Closer Look at IMF’s Austerity Programme for Barbados
Submitted by Tee White
On 17 May, an IMF team led by Bert van Selm, a Dutch economist and senior IMF functionary, held a press conference in Barbados’ capital, Bridgetown. At this, they announced their findings, after a 10 day review of the country’s implementation of its IMF approved austerity programme, the Barbados’ Economic Recovery and Transformation (BERT) plan. A statement issued by the IMF team declared that the government had made good progress in its implementation of the plan and had met all its targets up to the end of March 2019. To get a better idea of what these targets mean, it is necessary to review the IMF Executive Board’s approval, on 1 October 2018, of a BD$ 580 million (US$290 million) loan to Barbados under an Extended Fund Facility.
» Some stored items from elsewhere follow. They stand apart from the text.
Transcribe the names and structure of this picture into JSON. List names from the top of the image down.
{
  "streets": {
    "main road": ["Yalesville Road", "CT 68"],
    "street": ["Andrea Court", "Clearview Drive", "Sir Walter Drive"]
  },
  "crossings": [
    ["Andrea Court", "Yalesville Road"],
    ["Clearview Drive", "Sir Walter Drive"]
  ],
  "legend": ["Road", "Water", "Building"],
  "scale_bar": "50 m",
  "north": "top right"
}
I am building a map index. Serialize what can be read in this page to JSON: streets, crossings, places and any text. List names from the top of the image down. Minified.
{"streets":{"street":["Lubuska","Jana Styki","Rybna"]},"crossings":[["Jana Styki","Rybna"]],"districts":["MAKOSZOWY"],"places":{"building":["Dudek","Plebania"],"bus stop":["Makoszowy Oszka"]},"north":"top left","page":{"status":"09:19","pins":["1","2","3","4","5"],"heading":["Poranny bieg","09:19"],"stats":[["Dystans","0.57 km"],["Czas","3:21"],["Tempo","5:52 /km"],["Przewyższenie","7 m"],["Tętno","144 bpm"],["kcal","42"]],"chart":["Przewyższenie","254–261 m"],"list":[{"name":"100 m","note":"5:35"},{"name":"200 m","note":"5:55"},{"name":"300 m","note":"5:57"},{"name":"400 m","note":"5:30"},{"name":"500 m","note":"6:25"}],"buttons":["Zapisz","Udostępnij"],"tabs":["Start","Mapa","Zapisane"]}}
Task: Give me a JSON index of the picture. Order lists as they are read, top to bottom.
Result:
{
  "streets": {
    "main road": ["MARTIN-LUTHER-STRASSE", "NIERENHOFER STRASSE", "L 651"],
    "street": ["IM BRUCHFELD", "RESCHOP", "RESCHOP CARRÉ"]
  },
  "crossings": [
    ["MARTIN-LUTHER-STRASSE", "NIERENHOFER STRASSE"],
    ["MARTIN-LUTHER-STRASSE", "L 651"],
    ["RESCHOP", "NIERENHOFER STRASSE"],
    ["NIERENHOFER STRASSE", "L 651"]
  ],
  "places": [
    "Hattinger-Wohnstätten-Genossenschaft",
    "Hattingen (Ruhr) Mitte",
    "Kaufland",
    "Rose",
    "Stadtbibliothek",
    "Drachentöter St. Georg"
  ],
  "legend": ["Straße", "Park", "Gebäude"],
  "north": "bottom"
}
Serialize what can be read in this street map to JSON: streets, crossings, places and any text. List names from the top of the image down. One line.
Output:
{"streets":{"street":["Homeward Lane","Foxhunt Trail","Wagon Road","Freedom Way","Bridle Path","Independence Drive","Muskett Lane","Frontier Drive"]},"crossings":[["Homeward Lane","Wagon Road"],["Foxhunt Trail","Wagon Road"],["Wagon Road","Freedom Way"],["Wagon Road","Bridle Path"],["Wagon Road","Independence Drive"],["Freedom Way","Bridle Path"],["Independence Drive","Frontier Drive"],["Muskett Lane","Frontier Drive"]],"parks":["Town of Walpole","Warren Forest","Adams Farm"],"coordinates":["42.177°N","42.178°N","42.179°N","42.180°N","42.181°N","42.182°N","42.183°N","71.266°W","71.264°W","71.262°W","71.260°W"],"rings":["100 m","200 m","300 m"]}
This agreement bears all the hallmarks of an IMF neo-liberal plan aimed at eroding the living standards of working class people and prioritising the funnelling of wealth out of the economy into the hands of local and foreign moneylenders. The agreement states clearly that its primary aim is to restore Barbados’ ‘debt sustainability’. Therefore, its priority is to ensure that the Barbados government is able to pay its debt repayments on time and in full, regardless of the social consequences for the country. It is not interested in consolidating and extending the social and economic gains that the people of Barbados have made over the last century, often at great sacrifice, or even in getting the country into a position where it could be debt free. Its intention is to make sure that Barbados remains a dependable revenue stream for those who make their living, not by working, but by living off interest payments. Unable to state its aims openly and honestly, the IMF resorts to easily recognised euphemisms to signal its intentions. Among its proposed measures to put Barbados’ public debt on a ‘sustainable path’ are ‘fiscal consolidation’, ‘reducing transfers to state-owned enterprises’, ‘mergers and divestment’ of state-owned enterprises, ‘reduction of the public sector wage bill’; ‘increase in user fees’ for accessing public services and ‘financial and labour market liberalization’. These euphemistic terms, like the use of ‘collateral damage’ in imperial wars of aggression, attempt to hide the human consequences of government policies through the use of innocent sounding words. However, they have very serious implications for working people in Barbados and represent a direct assault on the social and economic gains that have been achieved over the last century. They signal cuts in government spending on essential services such as public transport, privatisation of public services, redundancies for public sector workers, increased fees for accessing public services and granting finance capitalists greater freedom to do as they wish, while eroding the terms and conditions of workers, thereby making them less able to defend their interests.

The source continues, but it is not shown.